Shaun Winkler, a Republican candidate for sheriff in Kootenai County, Idaho, showed off a slice of his family life last Friday. After clearing it with friends and family, Winkler allowed reporters to attend a monthly get-together at his compound. Winkler, a member of the White Knights of the Ku Klux Klan and a former staffer for the Aryan Nations, was hosting an old-fashioned cross-burning.

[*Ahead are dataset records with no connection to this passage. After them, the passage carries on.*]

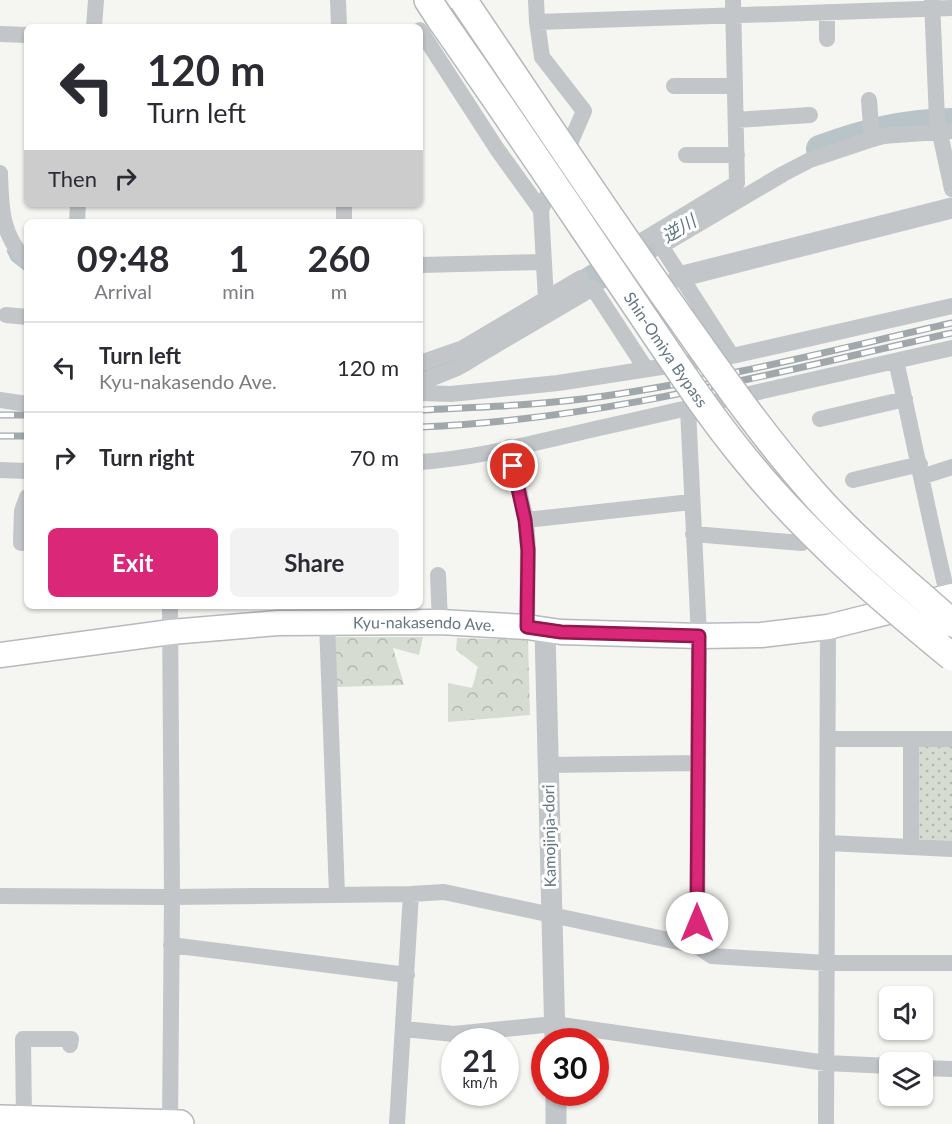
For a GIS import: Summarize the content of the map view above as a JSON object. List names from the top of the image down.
{
  "streets": {
    "highway": ["Shin-Omiya Bypass"],
    "main road": ["Kyu-nakasendo Ave."],
    "street": ["Kamojinja-dori"]
  },
  "crossings": [
    ["Shin-Omiya Bypass", "Kyu-nakasendo Ave."],
    ["Kyu-nakasendo Ave.", "Kamojinja-dori"]
  ],
  "water": ["逆川"],
  "page": {
    "turn": ["120 m", "Turn left"],
    "then": "Then",
    "eta": [
      "09:48",
      "Arrival",
      "1",
      "min",
      "260",
      "m"
    ],
    "list": [
      {
        "name": "Turn left",
        "note": "Kyu-nakasendo Ave.",
        "value": "120 m"
      },
      {
        "name": "Turn right",
        "value": "70 m"
      }
    ],
    "buttons": ["Exit", "Share"],
    "speed": "21 km/h",
    "limit": "30"
  }
}
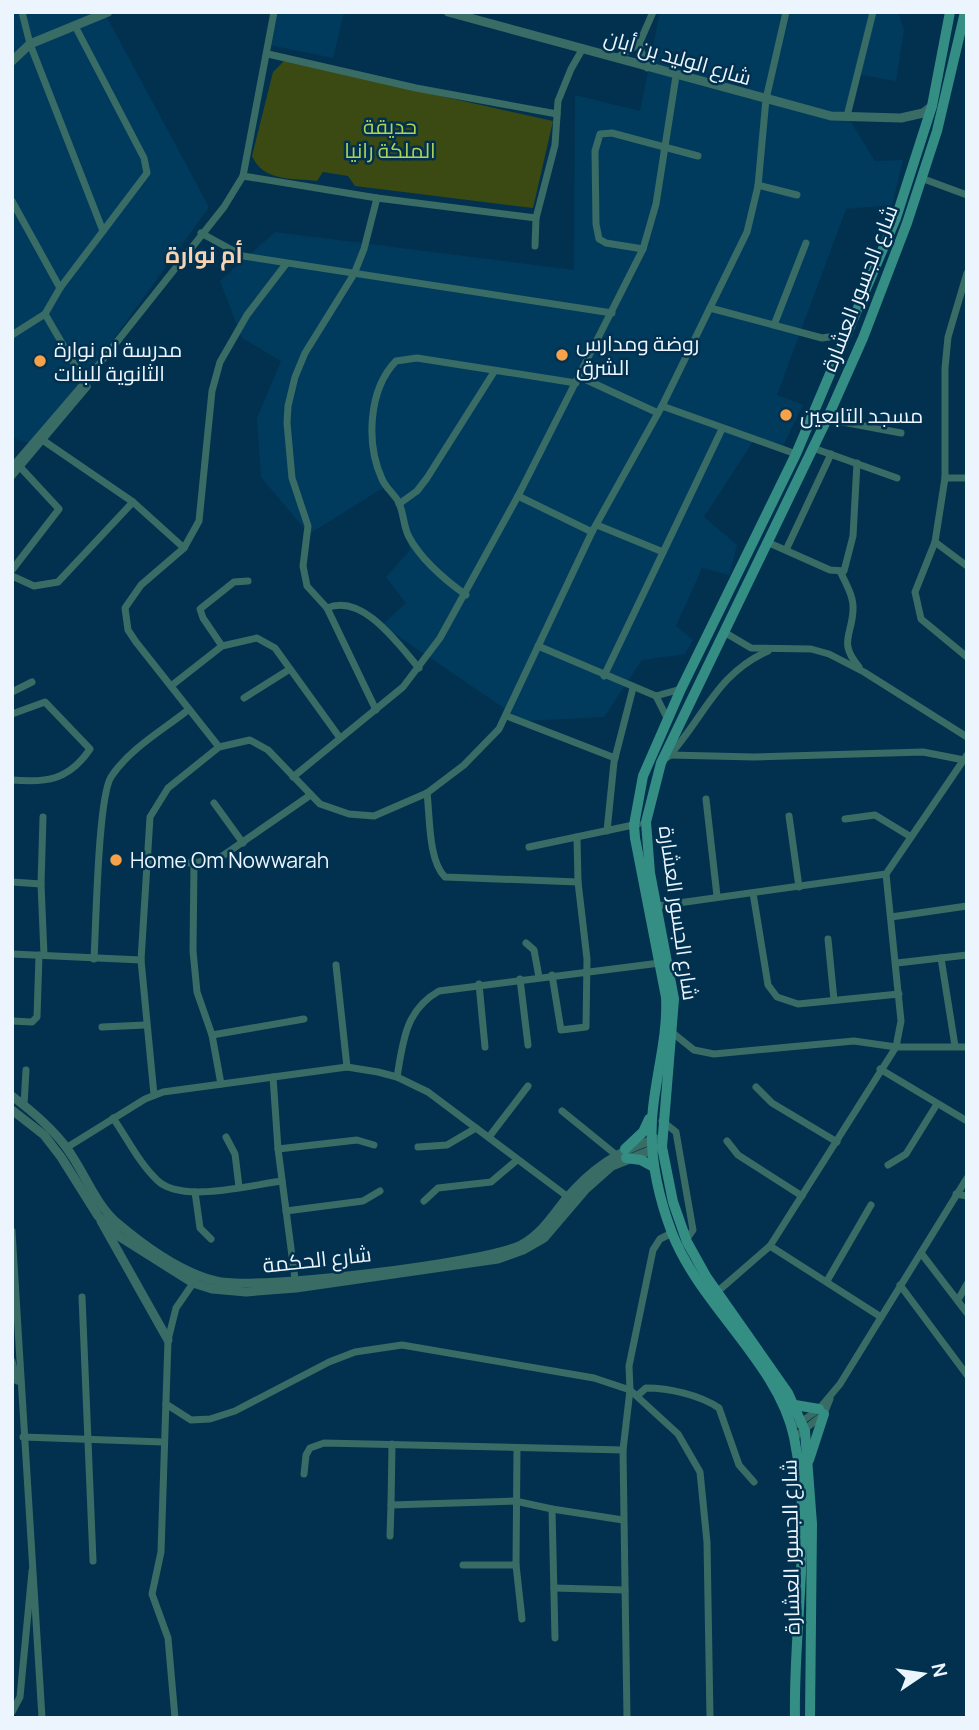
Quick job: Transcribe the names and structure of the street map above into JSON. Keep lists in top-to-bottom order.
{
  "streets": {
    "main road": ["شارع الجسور العشارة"],
    "street": ["شارع الوليد بن أبان", "شارع الحكمة"]
  },
  "crossings": [
    ["شارع الوليد بن أبان", "شارع الجسور العشارة"],
    ["شارع الجسور العشارة", "شارع الحكمة"]
  ],
  "districts": ["أم نوارة"],
  "parks": ["حديقة الملكة رانيا"],
  "places": [
    "روضة ومدارس الشرق",
    "مدرسة ام نوارة الثانوية للبنات",
    "مسجد التابعين",
    "Home Om Nowwarah"
  ],
  "north": "right"
}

Cameron Rasmusson of the nearby Coeur d'Alene Press attended the family get-together and filed this report:The evening began like many a family picnic elsewhere in the country. Group members barbecued and enjoyed a congenial meal with one another. Afterward, Winkler called everyone's attention to speak for about a half-hour on the racial, political and social groups they opposed. Finally, once darkness fell, the evening concluded by setting a wooden cross afire.Winkler is competing for the Republican nomination for sheriff in a May 15th primary. He’s expected to lose badly, but in the meantime he’s participating in candidate forums and clarifying his anti-Jew, anti-“negro,” anti-sex crime platform. Rasmusson reports:
On Monday, he participated in a candidates forum at the Blanchard Community Center. He continued to insist his Ku Klux Klan ties would not impact his performance as sheriff or make him susceptible to racial profiling. Instead, he would focus on tough stances regarding drugs and alcohol. "Most people don't know that we don't just oppose the Jews and the negroes," he said. "We also oppose sexual predators and drugs of any kind." Winkler added that if he had his way, perpetrators of sexual crimes would be hung immediately.Winkler has previously made a name for himself by picketing a Martin Luther King Day celebration in January, and according to Reuters, last year “Winkler and a handful of followers demonstrated at taco stands to target Latinos in Coeur d'Alene.” Officials and residents of Kootenai County worry that Winkler “will hamper efforts to dispel an image that the northern Idaho region is a haven for hate groups and extremists.” After all, Northern Idaho has traditionally been a hotbed of radical white supremacist activity, and Winkler worked for the man long at the center of it, Richard Butler. Janice Schoonover, owner of a local vacation spot, complained to Reuters that Winkler’s campaign “just stirs the pot and makes us seem like something we're not, complaining that the area hadn’t “been able to shake that stereotype of white supremacists, and it's really unfortunate and unfair.” But that’s probably premature. Winkler isn’t operating alone, and the Kootenai County Constitution Party recently protested a sculpture of Ganesha, the elephant-headed Hindu deity, calling it “an abomination.”